As you can imagine, sleep is a pretty important cycle. Matthew Walker, the author of Why We Sleep, described sleep deprivation to Business Insider and it doesn’t exactly sound pleasant.
“Once you get past 16 hours of being awake, that’s when we start to see mental deterioration and physiological deterioration in the body. We know that after you’ve been awake for 19 or 20 hours, your mental capacity is so impaired that you would be as deficient as someone who was legally drunk behind the wheel of a car.”
Okay, so not sleeping enough isn’t the answer—I could’ve guessed that. But the question remains: Is there any real reason to want to get up earlier?
On one hand, yes. One study from the University of Texas found that students considered morning people had an average GPA of 3.5, compared to night owls’ 2.5. There’s also the societal benefit—most jobs and traditional school schedules are designed to take up daytime hours.

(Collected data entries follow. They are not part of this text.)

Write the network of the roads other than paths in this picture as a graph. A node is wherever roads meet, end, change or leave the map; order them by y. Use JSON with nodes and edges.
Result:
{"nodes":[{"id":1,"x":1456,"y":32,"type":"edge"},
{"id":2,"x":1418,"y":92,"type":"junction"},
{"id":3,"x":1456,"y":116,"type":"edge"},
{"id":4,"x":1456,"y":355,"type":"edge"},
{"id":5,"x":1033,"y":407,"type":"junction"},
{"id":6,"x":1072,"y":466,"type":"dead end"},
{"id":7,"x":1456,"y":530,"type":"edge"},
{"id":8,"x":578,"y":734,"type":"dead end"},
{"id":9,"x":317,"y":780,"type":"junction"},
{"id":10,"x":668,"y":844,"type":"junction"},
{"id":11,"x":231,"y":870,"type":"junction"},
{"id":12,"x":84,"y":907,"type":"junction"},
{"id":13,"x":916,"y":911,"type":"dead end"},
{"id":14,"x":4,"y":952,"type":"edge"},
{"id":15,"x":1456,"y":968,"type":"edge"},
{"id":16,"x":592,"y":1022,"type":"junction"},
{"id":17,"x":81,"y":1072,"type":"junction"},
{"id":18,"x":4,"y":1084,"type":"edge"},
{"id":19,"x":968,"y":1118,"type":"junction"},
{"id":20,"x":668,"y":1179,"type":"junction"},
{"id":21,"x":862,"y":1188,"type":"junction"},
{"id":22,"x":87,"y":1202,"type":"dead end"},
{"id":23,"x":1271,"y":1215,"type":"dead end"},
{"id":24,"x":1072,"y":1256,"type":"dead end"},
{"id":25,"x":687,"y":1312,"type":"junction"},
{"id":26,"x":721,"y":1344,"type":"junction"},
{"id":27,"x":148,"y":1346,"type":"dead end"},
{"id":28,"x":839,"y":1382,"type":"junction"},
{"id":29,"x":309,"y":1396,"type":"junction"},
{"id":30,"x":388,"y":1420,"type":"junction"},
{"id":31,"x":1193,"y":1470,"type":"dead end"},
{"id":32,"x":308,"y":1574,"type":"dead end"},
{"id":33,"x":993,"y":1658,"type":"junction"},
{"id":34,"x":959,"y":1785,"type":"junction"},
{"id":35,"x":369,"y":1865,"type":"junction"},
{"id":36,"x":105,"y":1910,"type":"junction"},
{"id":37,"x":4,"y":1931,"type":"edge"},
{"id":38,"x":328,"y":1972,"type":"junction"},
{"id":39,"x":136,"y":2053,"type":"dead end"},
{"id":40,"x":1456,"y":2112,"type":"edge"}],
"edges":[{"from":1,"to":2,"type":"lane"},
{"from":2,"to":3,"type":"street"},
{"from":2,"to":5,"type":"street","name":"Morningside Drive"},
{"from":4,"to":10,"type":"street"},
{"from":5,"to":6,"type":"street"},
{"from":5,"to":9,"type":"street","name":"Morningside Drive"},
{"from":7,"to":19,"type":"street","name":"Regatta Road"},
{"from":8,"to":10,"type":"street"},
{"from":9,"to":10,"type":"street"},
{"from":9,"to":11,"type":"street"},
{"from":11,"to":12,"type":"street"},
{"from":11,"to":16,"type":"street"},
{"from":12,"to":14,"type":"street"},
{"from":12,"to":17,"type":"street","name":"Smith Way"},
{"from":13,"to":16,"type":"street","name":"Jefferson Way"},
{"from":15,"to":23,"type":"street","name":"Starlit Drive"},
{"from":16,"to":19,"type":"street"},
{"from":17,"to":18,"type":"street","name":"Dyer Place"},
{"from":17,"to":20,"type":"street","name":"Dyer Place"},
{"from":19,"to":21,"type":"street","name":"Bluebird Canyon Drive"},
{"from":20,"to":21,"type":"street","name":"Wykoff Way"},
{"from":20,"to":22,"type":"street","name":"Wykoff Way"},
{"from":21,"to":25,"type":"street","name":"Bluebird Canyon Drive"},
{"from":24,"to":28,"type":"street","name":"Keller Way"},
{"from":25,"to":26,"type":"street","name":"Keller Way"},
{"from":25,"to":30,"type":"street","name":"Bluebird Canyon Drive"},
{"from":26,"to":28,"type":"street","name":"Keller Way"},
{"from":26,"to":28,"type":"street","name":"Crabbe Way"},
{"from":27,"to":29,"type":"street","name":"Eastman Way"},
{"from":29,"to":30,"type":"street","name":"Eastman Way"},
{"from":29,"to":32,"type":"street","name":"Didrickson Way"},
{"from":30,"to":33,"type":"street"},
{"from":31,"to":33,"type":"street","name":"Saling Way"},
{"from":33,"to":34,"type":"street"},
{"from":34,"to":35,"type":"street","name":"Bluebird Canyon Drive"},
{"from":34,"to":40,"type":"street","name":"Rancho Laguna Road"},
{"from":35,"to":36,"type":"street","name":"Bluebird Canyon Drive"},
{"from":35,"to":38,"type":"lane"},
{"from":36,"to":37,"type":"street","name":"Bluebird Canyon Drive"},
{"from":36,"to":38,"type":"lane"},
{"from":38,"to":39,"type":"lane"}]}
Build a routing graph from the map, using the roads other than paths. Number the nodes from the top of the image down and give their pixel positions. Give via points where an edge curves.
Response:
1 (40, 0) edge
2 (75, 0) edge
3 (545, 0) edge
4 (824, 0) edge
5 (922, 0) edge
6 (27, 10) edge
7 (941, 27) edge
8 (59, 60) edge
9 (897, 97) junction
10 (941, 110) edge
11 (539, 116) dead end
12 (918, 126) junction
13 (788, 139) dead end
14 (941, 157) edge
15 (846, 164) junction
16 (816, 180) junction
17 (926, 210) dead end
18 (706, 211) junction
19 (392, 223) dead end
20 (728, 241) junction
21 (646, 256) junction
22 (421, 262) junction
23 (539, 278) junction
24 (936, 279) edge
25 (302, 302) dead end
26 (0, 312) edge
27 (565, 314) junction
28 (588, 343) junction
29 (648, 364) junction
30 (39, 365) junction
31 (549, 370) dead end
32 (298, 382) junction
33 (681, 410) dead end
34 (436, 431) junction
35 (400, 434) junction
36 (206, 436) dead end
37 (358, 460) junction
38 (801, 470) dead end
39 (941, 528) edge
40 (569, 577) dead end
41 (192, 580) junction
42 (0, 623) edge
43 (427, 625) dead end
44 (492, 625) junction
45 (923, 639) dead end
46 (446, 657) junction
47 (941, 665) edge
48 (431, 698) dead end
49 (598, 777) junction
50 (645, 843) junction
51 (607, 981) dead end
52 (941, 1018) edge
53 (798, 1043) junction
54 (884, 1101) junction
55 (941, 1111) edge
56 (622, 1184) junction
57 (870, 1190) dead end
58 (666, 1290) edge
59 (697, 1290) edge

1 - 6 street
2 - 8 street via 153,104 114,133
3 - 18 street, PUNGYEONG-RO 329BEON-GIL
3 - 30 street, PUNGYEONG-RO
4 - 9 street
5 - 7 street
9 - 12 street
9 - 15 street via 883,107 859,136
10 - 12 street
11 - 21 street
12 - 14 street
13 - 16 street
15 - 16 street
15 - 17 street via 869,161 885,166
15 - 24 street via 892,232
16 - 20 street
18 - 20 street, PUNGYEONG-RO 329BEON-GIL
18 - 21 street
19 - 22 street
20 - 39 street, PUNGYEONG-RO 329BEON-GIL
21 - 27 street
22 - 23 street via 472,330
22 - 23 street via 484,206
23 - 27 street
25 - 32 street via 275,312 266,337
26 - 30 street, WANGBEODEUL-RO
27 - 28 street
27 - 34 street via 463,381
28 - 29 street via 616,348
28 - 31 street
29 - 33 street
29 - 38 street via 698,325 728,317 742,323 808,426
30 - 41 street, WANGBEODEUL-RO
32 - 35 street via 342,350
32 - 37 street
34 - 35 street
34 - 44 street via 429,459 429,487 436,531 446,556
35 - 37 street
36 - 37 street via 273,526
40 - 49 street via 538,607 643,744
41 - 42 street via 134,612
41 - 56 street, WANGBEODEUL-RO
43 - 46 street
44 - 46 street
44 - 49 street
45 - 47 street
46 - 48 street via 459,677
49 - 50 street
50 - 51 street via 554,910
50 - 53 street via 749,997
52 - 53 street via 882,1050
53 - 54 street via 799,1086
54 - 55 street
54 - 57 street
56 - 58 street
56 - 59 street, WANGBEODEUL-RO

At the same time, creative types that find themselves productive in the evenings might be on to something, too. In a Vice article, professor Brant Hasler tells Dana Leventhal that as the prefrontal cortex—the part of our brain that helps us concentrate—gets ready for bed, we may experience less “cognitive inhibition.”
“The brain might be freed up for more divergent thinking, allowing one to make new associations between different concepts more easily.”
This freedom from the day’s concentration is often exactly the catalyst we need to finally get to that blog we wanted to write or painting we wanted to start.
Unfortunately, science is on both sides of the argument here. Although most of us fall somewhere in the middle (my midnight-8 a.m. sleep schedule is a good example), some people do simply have a circadian rhythm that lends itself to waking up notably early or staying up notably late.
The primary benefit of being an early riser, then, is societal. When you work a 9–5 job or have kids who need to be at school by 7, waking up at 5:30 in the morning really might be the secret to accomplishing your personal goals.
For someone like me, though—a creative entrepreneur with no real reason to get up at the crack of dawn—it’s probably more helpful to just honor my body’s actual rhythm and structure my day accordingly.
Whichever way you lean, the trick is to be intentional. Both larks and night owls often report that the quiet and solitude of those hours—whether before dawn or after dark—is what brings peace and allows for greater creative flexibility.
If you’re going to be a morning person, create a small ritual to accompany your early hours. If you’re going to stay up late, set a few rules to keep your mind in a flow-esque state.
One thing that’s true for everyone, no matter what time you wake up?
We could all stand to spend less time on our phones.